Saved data entries:
- - -
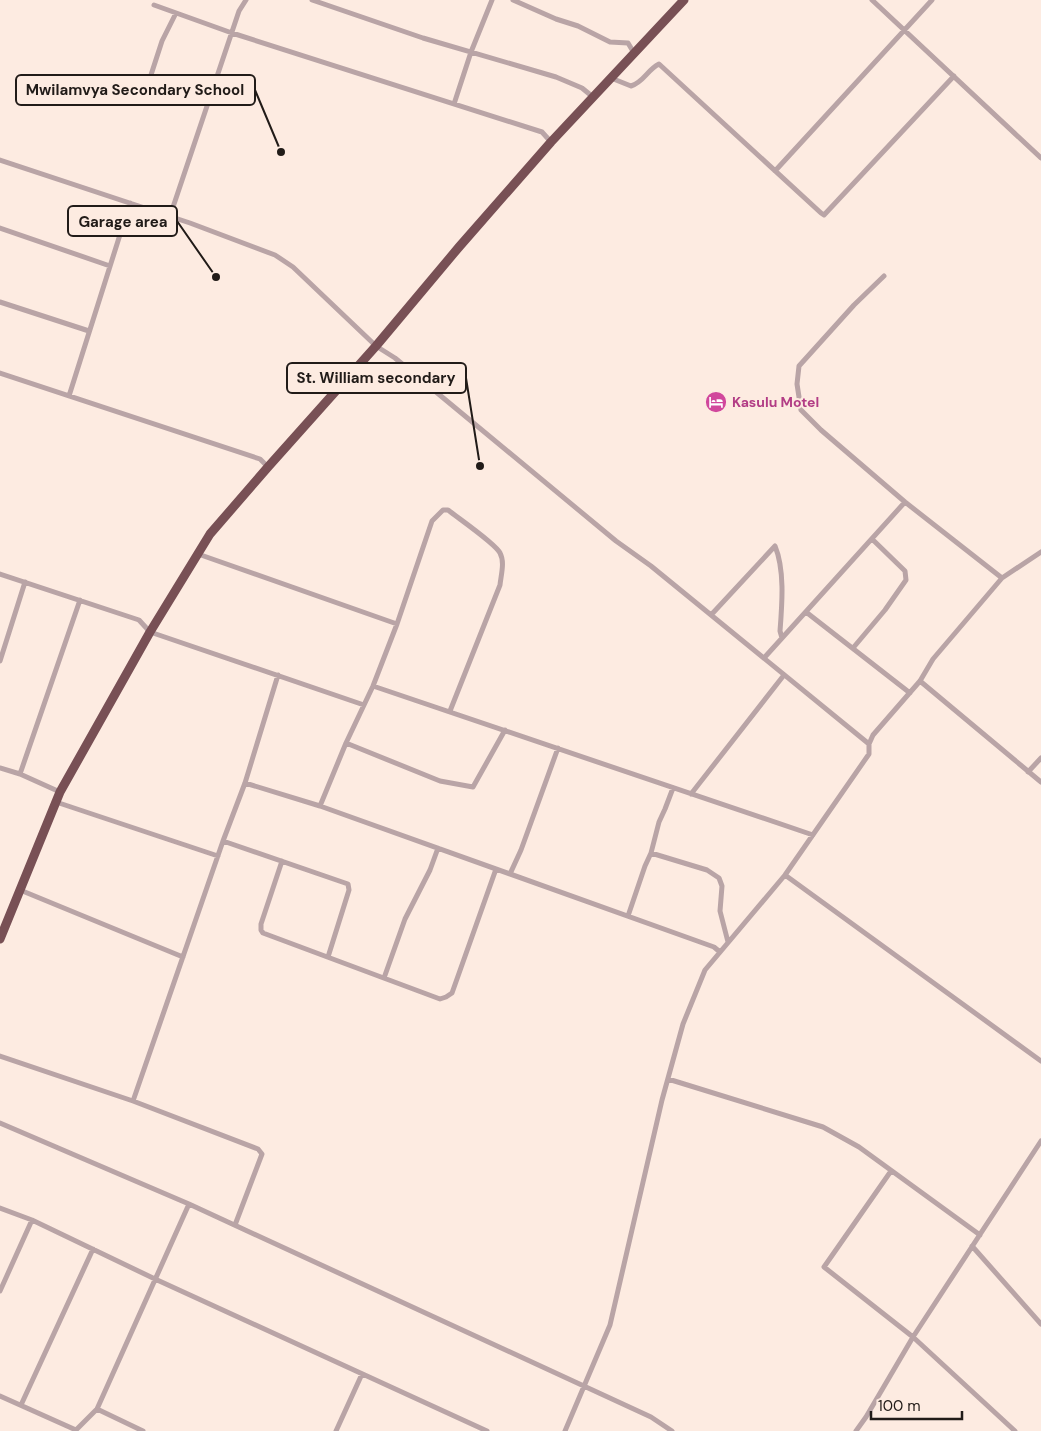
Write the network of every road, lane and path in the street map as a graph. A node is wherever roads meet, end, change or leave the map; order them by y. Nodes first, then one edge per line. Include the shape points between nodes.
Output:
1 (246, 0) edge
2 (312, 0) edge
3 (492, 0) edge
4 (513, 0) edge
5 (684, 0) edge
6 (872, 0) edge
7 (932, 0) edge
8 (154, 5) dead end
9 (176, 13) junction
10 (904, 30) junction
11 (232, 33) junction
12 (471, 52) junction
13 (634, 53) junction
14 (954, 76) junction
15 (150, 78) dead end
16 (610, 78) junction
17 (593, 97) junction
18 (454, 104) junction
19 (551, 142) junction
20 (1041, 158) edge
21 (0, 160) edge
22 (774, 171) junction
23 (130, 203) junction
24 (170, 216) junction
25 (0, 228) edge
26 (110, 266) junction
27 (884, 276) dead end
28 (0, 302) edge
29 (89, 331) junction
30 (376, 346) junction
31 (0, 373) edge
32 (69, 396) junction
33 (268, 467) junction
34 (906, 502) junction
35 (872, 539) junction
36 (1041, 552) edge
37 (198, 554) junction
38 (0, 574) edge
39 (1002, 578) junction
40 (25, 582) junction
41 (80, 600) junction
42 (806, 612) junction
43 (711, 615) junction
44 (397, 624) junction
45 (150, 632) junction
46 (782, 638) junction
47 (853, 648) junction
48 (764, 658) junction
49 (0, 661) edge
50 (278, 675) junction
51 (784, 675) junction
52 (920, 681) junction
53 (373, 686) junction
54 (910, 693) junction
55 (364, 705) junction
56 (450, 711) junction
57 (505, 730) junction
58 (346, 743) junction
59 (869, 744) junction
60 (558, 748) junction
61 (1041, 758) edge
62 (0, 768) edge
63 (1028, 772) junction
64 (20, 774) junction
65 (1041, 782) edge
66 (244, 783) junction
67 (673, 788) junction
68 (60, 792) junction
69 (692, 794) junction
70 (56, 802) junction
71 (320, 806) junction
72 (813, 835) junction
73 (223, 841) junction
74 (438, 848) junction
75 (651, 852) junction
76 (218, 856) junction
77 (282, 861) junction
78 (496, 869) junction
79 (510, 874) junction
80 (785, 875) junction
81 (20, 890) junction
82 (628, 916) junction
83 (0, 939) edge
84 (728, 942) junction
85 (720, 952) junction
86 (183, 957) junction
87 (328, 957) junction
88 (384, 978) junction
89 (0, 1056) edge
90 (1041, 1061) edge
91 (668, 1079) junction
92 (133, 1102) junction
93 (0, 1123) edge
94 (1041, 1141) edge
95 (891, 1171) junction
96 (189, 1204) junction
97 (0, 1208) edge
98 (32, 1220) junction
99 (235, 1225) junction
100 (980, 1235) junction
101 (972, 1246) junction
102 (93, 1250) junction
103 (155, 1279) junction
104 (0, 1291) edge
105 (1041, 1324) edge
106 (913, 1336) junction
107 (362, 1374) junction
108 (585, 1386) junction
109 (0, 1396) edge
110 (21, 1405) junction
111 (97, 1409) junction
112 (76, 1430) edge
113 (143, 1431) edge
114 (336, 1431) edge
115 (487, 1431) edge
116 (565, 1431) edge
117 (672, 1431) edge
118 (856, 1431) edge
119 (1015, 1431) edge

1 - 11 street
2 - 12 street
3 - 12 street
4 - 13 street via 610,42 628,44
5 - 13 highway
6 - 10 street
7 - 10 street
8 - 9 street
9 - 11 street
9 - 15 street via 162,41
10 - 14 street
10 - 22 street
11 - 18 street
11 - 24 street
12 - 17 street via 556,77 582,88
12 - 18 street
13 - 16 highway
14 - 20 street
14 - 22 street via 824,215
16 - 17 highway
16 - 22 street via 631,86 639,84 652,67 659,64
17 - 19 highway
18 - 19 street via 542,132
19 - 30 highway
21 - 23 street
23 - 24 street
23 - 26 street
24 - 30 street via 275,255 293,266
25 - 26 street
26 - 29 street
27 - 34 street via 799,366 798,384 801,410
28 - 29 street
29 - 32 street
30 - 33 highway
30 - 43 street
31 - 32 street
32 - 33 street via 260,458
33 - 37 highway via 210,534
34 - 35 street
34 - 39 street
35 - 42 street
35 - 47 street via 906,571 906,580
36 - 39 street
37 - 44 street
37 - 45 highway
38 - 40 street
39 - 52 street via 933,659
40 - 41 street
40 - 49 street
41 - 45 street via 139,620
41 - 64 street
42 - 46 street
42 - 47 street
43 - 46 street via 776,546 780,557
43 - 48 street
44 - 53 street
44 - 56 street via 432,521 443,510 448,510 501,553 500,585
45 - 50 street
45 - 68 highway
46 - 48 street
47 - 54 street
48 - 51 street
50 - 55 street
50 - 66 street
51 - 59 street
51 - 69 street
52 - 54 street
52 - 63 street
53 - 55 street
53 - 56 street
54 - 59 street via 873,734
55 - 58 street
56 - 57 street
57 - 58 street via 473,787 440,781
57 - 60 street
58 - 71 street
59 - 72 street via 869,754
60 - 67 street
60 - 79 street
61 - 63 street
62 - 64 street
63 - 65 street
64 - 68 street
66 - 71 street
66 - 73 street
67 - 69 street
67 - 75 street
68 - 70 highway
69 - 72 street
70 - 76 street
70 - 81 highway
71 - 74 street
72 - 80 street
73 - 76 street
73 - 77 street
74 - 78 street
74 - 88 street via 405,919
75 - 82 street
75 - 84 street via 707,870 720,878 720,910
76 - 86 street
77 - 87 street via 261,930
77 - 87 street via 348,884 349,890
78 - 79 street
78 - 88 street via 452,993 440,999
79 - 82 street
80 - 84 street
80 - 90 street
81 - 83 highway
81 - 86 street
82 - 85 street
84 - 85 street
85 - 91 street via 705,970 683,1024
86 - 92 street
87 - 88 street
89 - 92 street
91 - 95 street via 823,1127
91 - 108 street via 610,1325
92 - 99 street via 258,1149 262,1154
93 - 96 street
94 - 100 street
95 - 100 street
95 - 106 street via 824,1267
96 - 99 street
96 - 103 street
97 - 98 street
98 - 102 street
98 - 104 street
99 - 108 street
100 - 101 street
101 - 105 street
101 - 106 street
102 - 103 street
102 - 110 street
103 - 107 street
103 - 111 street
106 - 118 street
106 - 119 street
107 - 114 street
107 - 115 street
108 - 116 street
108 - 117 street via 651,1416
109 - 110 street
110 - 112 street
111 - 112 street
111 - 113 street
- - -
→ **Work to be completed**
The entries are to be transcribed in full. Their pictures are not.

→ **Solution**
Write the network of every road, lane and path in the street map as a graph. A node is wherever roads meet, end, change or leave the map; order them by y. Nodes first, then one edge per line. Include the shape points between nodes.
Output:
1 (246, 0) edge
2 (312, 0) edge
3 (492, 0) edge
4 (513, 0) edge
5 (684, 0) edge
6 (872, 0) edge
7 (932, 0) edge
8 (154, 5) dead end
9 (176, 13) junction
10 (904, 30) junction
11 (232, 33) junction
12 (471, 52) junction
13 (634, 53) junction
14 (954, 76) junction
15 (150, 78) dead end
16 (610, 78) junction
17 (593, 97) junction
18 (454, 104) junction
19 (551, 142) junction
20 (1041, 158) edge
21 (0, 160) edge
22 (774, 171) junction
23 (130, 203) junction
24 (170, 216) junction
25 (0, 228) edge
26 (110, 266) junction
27 (884, 276) dead end
28 (0, 302) edge
29 (89, 331) junction
30 (376, 346) junction
31 (0, 373) edge
32 (69, 396) junction
33 (268, 467) junction
34 (906, 502) junction
35 (872, 539) junction
36 (1041, 552) edge
37 (198, 554) junction
38 (0, 574) edge
39 (1002, 578) junction
40 (25, 582) junction
41 (80, 600) junction
42 (806, 612) junction
43 (711, 615) junction
44 (397, 624) junction
45 (150, 632) junction
46 (782, 638) junction
47 (853, 648) junction
48 (764, 658) junction
49 (0, 661) edge
50 (278, 675) junction
51 (784, 675) junction
52 (920, 681) junction
53 (373, 686) junction
54 (910, 693) junction
55 (364, 705) junction
56 (450, 711) junction
57 (505, 730) junction
58 (346, 743) junction
59 (869, 744) junction
60 (558, 748) junction
61 (1041, 758) edge
62 (0, 768) edge
63 (1028, 772) junction
64 (20, 774) junction
65 (1041, 782) edge
66 (244, 783) junction
67 (673, 788) junction
68 (60, 792) junction
69 (692, 794) junction
70 (56, 802) junction
71 (320, 806) junction
72 (813, 835) junction
73 (223, 841) junction
74 (438, 848) junction
75 (651, 852) junction
76 (218, 856) junction
77 (282, 861) junction
78 (496, 869) junction
79 (510, 874) junction
80 (785, 875) junction
81 (20, 890) junction
82 (628, 916) junction
83 (0, 939) edge
84 (728, 942) junction
85 (720, 952) junction
86 (183, 957) junction
87 (328, 957) junction
88 (384, 978) junction
89 (0, 1056) edge
90 (1041, 1061) edge
91 (668, 1079) junction
92 (133, 1102) junction
93 (0, 1123) edge
94 (1041, 1141) edge
95 (891, 1171) junction
96 (189, 1204) junction
97 (0, 1208) edge
98 (32, 1220) junction
99 (235, 1225) junction
100 (980, 1235) junction
101 (972, 1246) junction
102 (93, 1250) junction
103 (155, 1279) junction
104 (0, 1291) edge
105 (1041, 1324) edge
106 (913, 1336) junction
107 (362, 1374) junction
108 (585, 1386) junction
109 (0, 1396) edge
110 (21, 1405) junction
111 (97, 1409) junction
112 (76, 1430) edge
113 (143, 1431) edge
114 (336, 1431) edge
115 (487, 1431) edge
116 (565, 1431) edge
117 (672, 1431) edge
118 (856, 1431) edge
119 (1015, 1431) edge

1 - 11 street
2 - 12 street
3 - 12 street
4 - 13 street via 610,42 628,44
5 - 13 highway
6 - 10 street
7 - 10 street
8 - 9 street
9 - 11 street
9 - 15 street via 162,41
10 - 14 street
10 - 22 street
11 - 18 street
11 - 24 street
12 - 17 street via 556,77 582,88
12 - 18 street
13 - 16 highway
14 - 20 street
14 - 22 street via 824,215
16 - 17 highway
16 - 22 street via 631,86 639,84 652,67 659,64
17 - 19 highway
18 - 19 street via 542,132
19 - 30 highway
21 - 23 street
23 - 24 street
23 - 26 street
24 - 30 street via 275,255 293,266
25 - 26 street
26 - 29 street
27 - 34 street via 799,366 798,384 801,410
28 - 29 street
29 - 32 street
30 - 33 highway
30 - 43 street
31 - 32 street
32 - 33 street via 260,458
33 - 37 highway via 210,534
34 - 35 street
34 - 39 street
35 - 42 street
35 - 47 street via 906,571 906,580
36 - 39 street
37 - 44 street
37 - 45 highway
38 - 40 street
39 - 52 street via 933,659
40 - 41 street
40 - 49 street
41 - 45 street via 139,620
41 - 64 street
42 - 46 street
42 - 47 street
43 - 46 street via 776,546 780,557
43 - 48 street
44 - 53 street
44 - 56 street via 432,521 443,510 448,510 501,553 500,585
45 - 50 street
45 - 68 highway
46 - 48 street
47 - 54 street
48 - 51 street
50 - 55 street
50 - 66 street
51 - 59 street
51 - 69 street
52 - 54 street
52 - 63 street
53 - 55 street
53 - 56 street
54 - 59 street via 873,734
55 - 58 street
56 - 57 street
57 - 58 street via 473,787 440,781
57 - 60 street
58 - 71 street
59 - 72 street via 869,754
60 - 67 street
60 - 79 street
61 - 63 street
62 - 64 street
63 - 65 street
64 - 68 street
66 - 71 street
66 - 73 street
67 - 69 street
67 - 75 street
68 - 70 highway
69 - 72 street
70 - 76 street
70 - 81 highway
71 - 74 street
72 - 80 street
73 - 76 street
73 - 77 street
74 - 78 street
74 - 88 street via 405,919
75 - 82 street
75 - 84 street via 707,870 720,878 720,910
76 - 86 street
77 - 87 street via 261,930
77 - 87 street via 348,884 349,890
78 - 79 street
78 - 88 street via 452,993 440,999
79 - 82 street
80 - 84 street
80 - 90 street
81 - 83 highway
81 - 86 street
82 - 85 street
84 - 85 street
85 - 91 street via 705,970 683,1024
86 - 92 street
87 - 88 street
89 - 92 street
91 - 95 street via 823,1127
91 - 108 street via 610,1325
92 - 99 street via 258,1149 262,1154
93 - 96 street
94 - 100 street
95 - 100 street
95 - 106 street via 824,1267
96 - 99 street
96 - 103 street
97 - 98 street
98 - 102 street
98 - 104 street
99 - 108 street
100 - 101 street
101 - 105 street
101 - 106 street
102 - 103 street
102 - 110 street
103 - 107 street
103 - 111 street
106 - 118 street
106 - 119 street
107 - 114 street
107 - 115 street
108 - 116 street
108 - 117 street via 651,1416
109 - 110 street
110 - 112 street
111 - 112 street
111 - 113 street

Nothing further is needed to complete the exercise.